Pourtant le cyber fait partie des enjeux fondamentaux. Car il concerne chacun d’entre nous dans sa vie quotidienne, à domicile comme au travail. Il concerne encore plus nos enfants, qui vivront dans un univers totalement numérisé. Et il est illusoire de penser que la cybersécurité n’est qu’une affaire purement technologique, sous la seule responsabilité d'ingénieurs. Pour Imade Elbaraka, Associé cybersécurité de Deloitte, “Nous devons aller au-delà des démarches de sensibilisation, encore insuffisantes, afin de créer une « culture cyber » au sein de la population française”. L’ANSSI l’indique même en slogan depuis 2019 : “Tous connectés, tous impliqués, tous responsables”.

Les investissements augmentent mais le compte n’y est toujours pas

Financièrement, le compte n’y est pas. Les investissements nationaux sont devenus significatifs (1 milliard d'euros sur 5 ans jusqu’en 2025 pour le plan national d’accélération cyber, dévoilé en 2021 - soit 200 millions d’euros annuels2). Mais cet effort est, somme toute, relativement limité en proportion3. Pour comparaison, la stratégie nationale de cybersécurité britannique, sur la période 2021-2025, annoncée à 2,6 milliard de pounds, soit près de 3 milliards d’euros. Trois fois plus. Avec une dépense annuelle de l’ordre de 1 pour mille dédiée au sujet cyber, l’effort financier de l’Etat Français n’est manifestement pas adapté aux enjeux. 

Le compte n’y est pas non plus en qualité.
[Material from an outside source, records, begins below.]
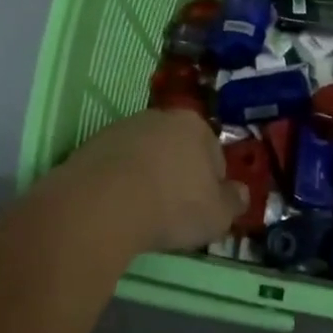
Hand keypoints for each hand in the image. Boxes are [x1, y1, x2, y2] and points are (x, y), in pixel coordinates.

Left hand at [51, 109, 244, 252]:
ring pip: (145, 156)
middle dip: (178, 175)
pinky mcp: (92, 145)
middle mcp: (159, 117)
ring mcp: (122, 128)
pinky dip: (120, 183)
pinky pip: (116, 166)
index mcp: (194, 126)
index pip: (214, 154)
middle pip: (177, 149)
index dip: (212, 185)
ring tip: (142, 213)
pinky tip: (117, 209)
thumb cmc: (172, 206)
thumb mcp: (218, 215)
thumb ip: (234, 201)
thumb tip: (241, 193)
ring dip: (147, 177)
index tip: (203, 209)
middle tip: (174, 212)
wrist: (103, 204)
C’est l’analyse d’organisations internationales (l’Union internationale des Télécommunications - UIT - positionne la France en 9e position en 2021) de centres de recherche (ici classement NCSI, la France en 11e position) ou encore de cabinets d’analystes (Oliver Wyman positionne la France en 15e position). 

Le problème est loin d’être réglé. Prenons l'exemple de l’éducation. Car, depuis peu sans conseiller dédié au sein du cabinet du ministre, dans le gouvernement actuel, la France n’a, à proprement parler, plus de politique numérique pour l’éducation4. Alors imaginez la densité de la politique spécifique de l’éducation sur la cybersécurité. C’est simple, à l’école, ce sujet régalien est laissé à la bonne volonté de quelques associations spécialisées et aux initiatives, remarquables, de grands assureurs tels que Axa. Mais ce n’est ni homogène, ni aligné sur les programmes, ni déployé à l’échelle. C’est peut-être une explication :  si le NCSC britannique a mis en place depuis au moins 2016 un département dédié à la cybersécurité socio-technique, qui publie, on attend son équivalent en France.

Une grande cause nationale ? Comme le dit Guillaume Poupard, Directeur général de l’ANSSI, en septembre 2022 : “la cybersécurité mérite d’être une grande cause nationale”. Ce qu’il avait déjà appelé de ses vœux devant l’assemblée nationale à l’été 2021 et en 2017. Malgré la sagesse de ses propos, il n’a pas encore été entendu.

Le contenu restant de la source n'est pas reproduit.